If I’m doing something that needs to get done, then it’s probably more an issue of prioritization. Laundry needs to get done. But if I should really be doing something else at this very moment, then it also becomes a form of procrastination. Doing the laundry but there are dishes I should get done before I make my daughter’s lunch which needs to happen now. So basically I procrastinate all the time and call it prioritization. I seem to get more stuff done this way.

Pretty much any time I’m writing, I’m procrastinating on some level, because there’s always something else that needs to get done. That’s both procrastination and prioritization. If I make writing a priority, then am I still procrastinating?

Maybe procrastination becomes a matter of degrees. How badly am I procrastinating? Laundry is a sort of single-level procrastination.
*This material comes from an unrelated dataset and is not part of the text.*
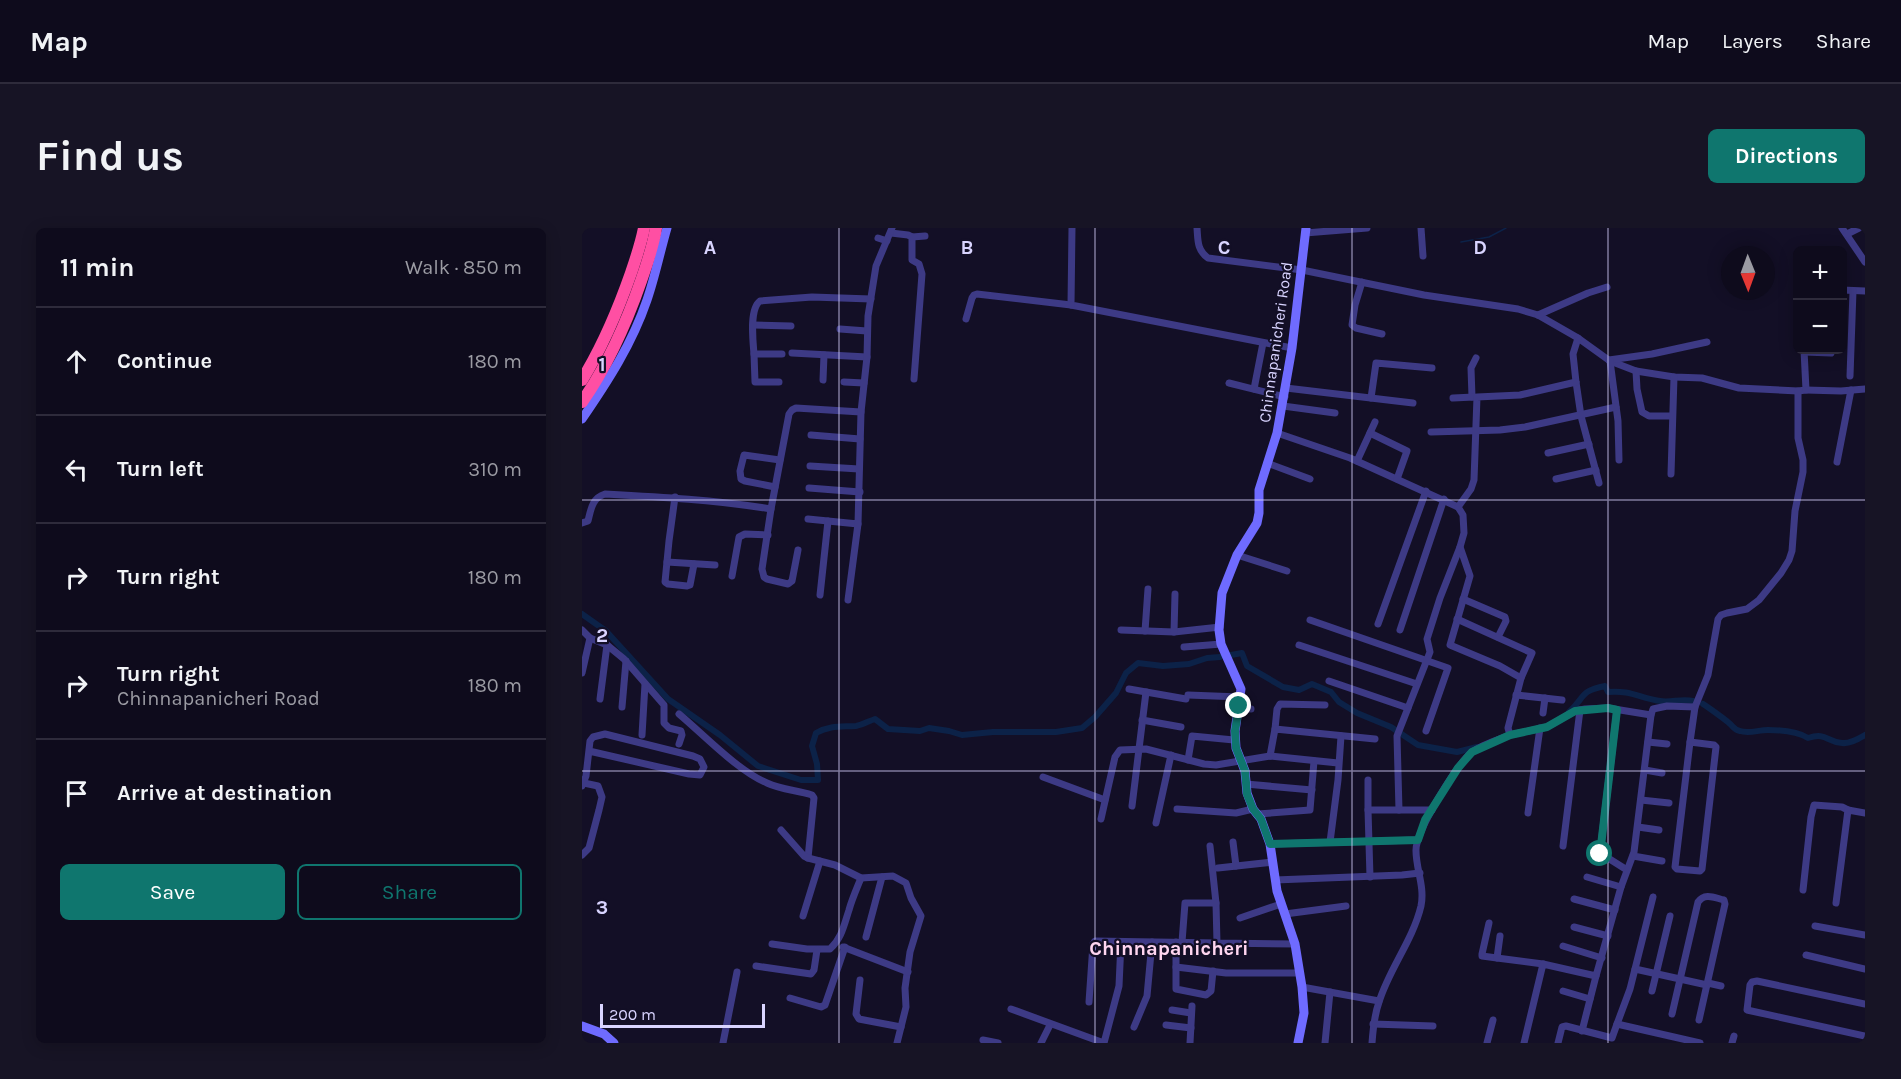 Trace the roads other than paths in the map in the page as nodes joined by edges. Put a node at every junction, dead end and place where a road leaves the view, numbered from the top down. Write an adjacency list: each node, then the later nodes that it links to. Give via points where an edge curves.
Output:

It needs to get done, but probably not five minutes before we’re supposed to leave the house.

Then there’s double-level procrastination. That’s stuff that I don’t need to do, and I definitely don’t need to be doing it now. Because all it does is steal time from all the other things that need to get done.

For me, the two things that I name as my biggest vices are Carcassonne and Candy Crush (it’s not just candy from the 70s). Neither one of these needs to get done, but they happen. Oh, I try to multitask to minimize the amount of precious time it’s sucking from my life. Play a little Candy Crush in the bathroom anybody? (Sorry if that’s too much information.) Bathroom time needs to happen. Why not multitask? Sometimes my brain really does need a break from all the “must do” things and Carcassonne and Candy Crush offer that in a colorful, satisfying, calorie-free way. I can’t do laundry or dishes in the bathroom. I might as well play a game. So wait, isn’t that a form of single-level procrastination? It doesn’t really need to get done, but if I’m going to do it, that’s a good time. It all seems logical to me until the family yells, “hay, are you playing Carcassonne in there?”